» What the task asks
What lines of the data hold the string "Drive"? Copy them all.

» Supplied records
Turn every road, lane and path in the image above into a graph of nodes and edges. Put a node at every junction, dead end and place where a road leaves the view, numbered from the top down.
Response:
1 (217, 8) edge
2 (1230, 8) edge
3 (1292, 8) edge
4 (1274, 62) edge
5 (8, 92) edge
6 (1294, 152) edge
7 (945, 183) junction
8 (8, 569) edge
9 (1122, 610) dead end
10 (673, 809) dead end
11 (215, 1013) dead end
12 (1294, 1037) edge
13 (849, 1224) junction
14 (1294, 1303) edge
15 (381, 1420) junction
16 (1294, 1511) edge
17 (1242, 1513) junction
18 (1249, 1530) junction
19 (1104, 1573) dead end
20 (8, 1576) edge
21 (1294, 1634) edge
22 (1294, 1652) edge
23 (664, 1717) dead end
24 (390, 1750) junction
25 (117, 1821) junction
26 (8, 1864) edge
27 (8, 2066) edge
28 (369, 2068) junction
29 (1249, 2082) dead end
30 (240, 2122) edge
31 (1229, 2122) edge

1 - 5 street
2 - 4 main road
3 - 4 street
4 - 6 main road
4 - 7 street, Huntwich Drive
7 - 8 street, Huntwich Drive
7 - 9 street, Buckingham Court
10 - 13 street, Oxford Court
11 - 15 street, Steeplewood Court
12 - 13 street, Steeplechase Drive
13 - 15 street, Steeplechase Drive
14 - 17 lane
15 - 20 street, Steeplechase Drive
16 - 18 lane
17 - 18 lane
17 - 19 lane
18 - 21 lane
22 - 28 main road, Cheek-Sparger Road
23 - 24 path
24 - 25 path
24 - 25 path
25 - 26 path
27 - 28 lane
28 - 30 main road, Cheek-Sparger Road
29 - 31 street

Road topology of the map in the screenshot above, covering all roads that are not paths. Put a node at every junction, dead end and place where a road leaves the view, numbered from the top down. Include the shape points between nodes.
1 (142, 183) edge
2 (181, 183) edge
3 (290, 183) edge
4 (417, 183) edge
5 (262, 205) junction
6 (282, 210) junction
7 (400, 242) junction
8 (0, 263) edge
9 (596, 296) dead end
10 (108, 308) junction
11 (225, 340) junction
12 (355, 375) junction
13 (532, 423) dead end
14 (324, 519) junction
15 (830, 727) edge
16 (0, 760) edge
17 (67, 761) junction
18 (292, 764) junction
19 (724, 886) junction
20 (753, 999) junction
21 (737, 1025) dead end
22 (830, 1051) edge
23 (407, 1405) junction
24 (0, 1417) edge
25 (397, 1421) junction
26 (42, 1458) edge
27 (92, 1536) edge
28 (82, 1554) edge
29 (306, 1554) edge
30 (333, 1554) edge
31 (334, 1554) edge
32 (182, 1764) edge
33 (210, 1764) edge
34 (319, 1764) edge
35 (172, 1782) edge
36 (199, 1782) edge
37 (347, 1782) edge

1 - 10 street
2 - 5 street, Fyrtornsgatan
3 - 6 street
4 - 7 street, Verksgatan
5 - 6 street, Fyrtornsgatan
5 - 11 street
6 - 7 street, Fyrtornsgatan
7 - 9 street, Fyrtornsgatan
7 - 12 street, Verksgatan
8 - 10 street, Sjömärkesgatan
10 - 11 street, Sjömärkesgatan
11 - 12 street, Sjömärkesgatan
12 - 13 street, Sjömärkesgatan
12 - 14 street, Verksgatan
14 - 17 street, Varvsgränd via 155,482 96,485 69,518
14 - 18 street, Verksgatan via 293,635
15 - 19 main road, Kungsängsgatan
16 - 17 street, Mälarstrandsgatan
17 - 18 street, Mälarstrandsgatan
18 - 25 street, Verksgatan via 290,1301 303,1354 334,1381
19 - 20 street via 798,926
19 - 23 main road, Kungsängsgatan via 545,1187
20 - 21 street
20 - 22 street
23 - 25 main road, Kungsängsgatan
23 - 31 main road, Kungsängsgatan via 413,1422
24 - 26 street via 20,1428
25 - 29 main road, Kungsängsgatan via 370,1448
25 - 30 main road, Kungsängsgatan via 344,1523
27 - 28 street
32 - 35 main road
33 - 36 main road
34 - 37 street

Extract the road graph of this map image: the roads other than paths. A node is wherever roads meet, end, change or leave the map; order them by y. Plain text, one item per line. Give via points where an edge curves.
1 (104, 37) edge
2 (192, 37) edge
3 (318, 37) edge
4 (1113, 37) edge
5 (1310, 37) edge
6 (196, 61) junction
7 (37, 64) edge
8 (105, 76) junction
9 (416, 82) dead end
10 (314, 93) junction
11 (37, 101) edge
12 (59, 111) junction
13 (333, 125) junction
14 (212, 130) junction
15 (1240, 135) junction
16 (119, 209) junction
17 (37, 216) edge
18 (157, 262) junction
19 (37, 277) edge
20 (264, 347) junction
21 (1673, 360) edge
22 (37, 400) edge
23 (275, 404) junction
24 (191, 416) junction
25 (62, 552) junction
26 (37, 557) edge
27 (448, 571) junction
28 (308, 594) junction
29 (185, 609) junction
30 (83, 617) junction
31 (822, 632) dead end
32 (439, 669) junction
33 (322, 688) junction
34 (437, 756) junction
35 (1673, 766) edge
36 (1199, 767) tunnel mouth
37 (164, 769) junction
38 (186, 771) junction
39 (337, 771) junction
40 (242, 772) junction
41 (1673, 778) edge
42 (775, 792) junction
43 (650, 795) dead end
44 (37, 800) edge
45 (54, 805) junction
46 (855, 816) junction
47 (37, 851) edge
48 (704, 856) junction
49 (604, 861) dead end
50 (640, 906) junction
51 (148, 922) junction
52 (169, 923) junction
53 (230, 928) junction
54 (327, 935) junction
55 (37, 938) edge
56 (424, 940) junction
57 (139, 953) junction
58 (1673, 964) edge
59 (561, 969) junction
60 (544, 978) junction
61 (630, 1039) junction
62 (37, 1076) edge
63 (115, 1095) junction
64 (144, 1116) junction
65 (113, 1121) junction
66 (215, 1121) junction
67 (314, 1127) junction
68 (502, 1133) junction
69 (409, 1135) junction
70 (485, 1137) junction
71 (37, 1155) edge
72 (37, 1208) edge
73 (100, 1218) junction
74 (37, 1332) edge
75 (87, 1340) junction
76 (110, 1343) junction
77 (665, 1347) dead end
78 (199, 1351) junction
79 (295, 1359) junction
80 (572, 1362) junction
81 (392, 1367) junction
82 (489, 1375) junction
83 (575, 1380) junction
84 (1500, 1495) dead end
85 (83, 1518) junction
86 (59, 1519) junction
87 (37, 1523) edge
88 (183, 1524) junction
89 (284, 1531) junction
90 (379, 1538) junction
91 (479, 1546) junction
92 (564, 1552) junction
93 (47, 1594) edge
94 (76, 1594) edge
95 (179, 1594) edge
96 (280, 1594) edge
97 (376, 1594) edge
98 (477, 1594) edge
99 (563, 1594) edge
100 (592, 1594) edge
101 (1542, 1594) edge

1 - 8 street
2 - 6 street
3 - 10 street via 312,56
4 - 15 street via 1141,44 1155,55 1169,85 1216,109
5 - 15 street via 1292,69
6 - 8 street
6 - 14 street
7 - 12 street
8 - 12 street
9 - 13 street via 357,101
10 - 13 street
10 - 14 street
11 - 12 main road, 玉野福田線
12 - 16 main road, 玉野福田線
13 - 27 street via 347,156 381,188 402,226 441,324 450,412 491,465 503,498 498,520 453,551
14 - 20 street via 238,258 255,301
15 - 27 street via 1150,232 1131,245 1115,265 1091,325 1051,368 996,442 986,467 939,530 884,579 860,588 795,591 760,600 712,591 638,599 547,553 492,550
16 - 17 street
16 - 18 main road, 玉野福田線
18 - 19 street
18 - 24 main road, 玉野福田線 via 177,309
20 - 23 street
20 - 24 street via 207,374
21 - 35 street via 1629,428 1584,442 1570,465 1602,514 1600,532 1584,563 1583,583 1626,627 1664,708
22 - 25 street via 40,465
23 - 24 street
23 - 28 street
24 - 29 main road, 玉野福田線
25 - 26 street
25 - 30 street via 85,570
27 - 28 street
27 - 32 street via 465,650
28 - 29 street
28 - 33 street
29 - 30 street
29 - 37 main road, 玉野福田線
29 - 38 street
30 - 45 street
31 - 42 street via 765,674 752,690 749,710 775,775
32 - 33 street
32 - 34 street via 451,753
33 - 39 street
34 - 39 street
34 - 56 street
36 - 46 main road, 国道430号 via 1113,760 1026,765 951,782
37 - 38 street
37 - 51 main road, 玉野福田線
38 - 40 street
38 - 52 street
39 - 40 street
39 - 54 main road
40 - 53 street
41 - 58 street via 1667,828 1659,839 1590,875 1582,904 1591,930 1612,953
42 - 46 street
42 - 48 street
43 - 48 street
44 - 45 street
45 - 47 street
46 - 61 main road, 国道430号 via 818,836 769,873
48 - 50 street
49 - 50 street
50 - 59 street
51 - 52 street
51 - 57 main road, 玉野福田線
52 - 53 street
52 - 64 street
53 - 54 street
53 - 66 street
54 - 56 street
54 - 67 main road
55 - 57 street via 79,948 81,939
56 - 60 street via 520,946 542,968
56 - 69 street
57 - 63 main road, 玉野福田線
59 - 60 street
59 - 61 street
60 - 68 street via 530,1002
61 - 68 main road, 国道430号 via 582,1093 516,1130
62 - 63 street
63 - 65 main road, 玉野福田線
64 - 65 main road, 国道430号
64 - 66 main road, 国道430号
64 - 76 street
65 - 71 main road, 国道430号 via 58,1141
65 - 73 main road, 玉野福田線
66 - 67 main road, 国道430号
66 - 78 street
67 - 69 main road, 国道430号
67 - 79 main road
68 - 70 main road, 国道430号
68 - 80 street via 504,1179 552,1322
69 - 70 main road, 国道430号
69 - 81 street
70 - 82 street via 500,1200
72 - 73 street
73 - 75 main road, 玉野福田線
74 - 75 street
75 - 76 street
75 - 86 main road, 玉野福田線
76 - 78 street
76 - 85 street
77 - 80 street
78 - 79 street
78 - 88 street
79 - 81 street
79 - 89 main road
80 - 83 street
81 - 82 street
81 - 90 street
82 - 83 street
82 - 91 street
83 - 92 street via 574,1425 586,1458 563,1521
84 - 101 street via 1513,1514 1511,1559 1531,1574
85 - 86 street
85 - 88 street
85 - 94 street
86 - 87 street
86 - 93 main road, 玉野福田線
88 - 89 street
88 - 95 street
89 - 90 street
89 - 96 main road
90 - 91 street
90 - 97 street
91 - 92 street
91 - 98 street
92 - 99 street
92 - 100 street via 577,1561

» Output for this task
4 - 7 street, Huntwich Drive
7 - 8 street, Huntwich Drive
12 - 13 street, Steeplechase Drive
13 - 15 street, Steeplechase Drive
15 - 20 street, Steeplechase Drive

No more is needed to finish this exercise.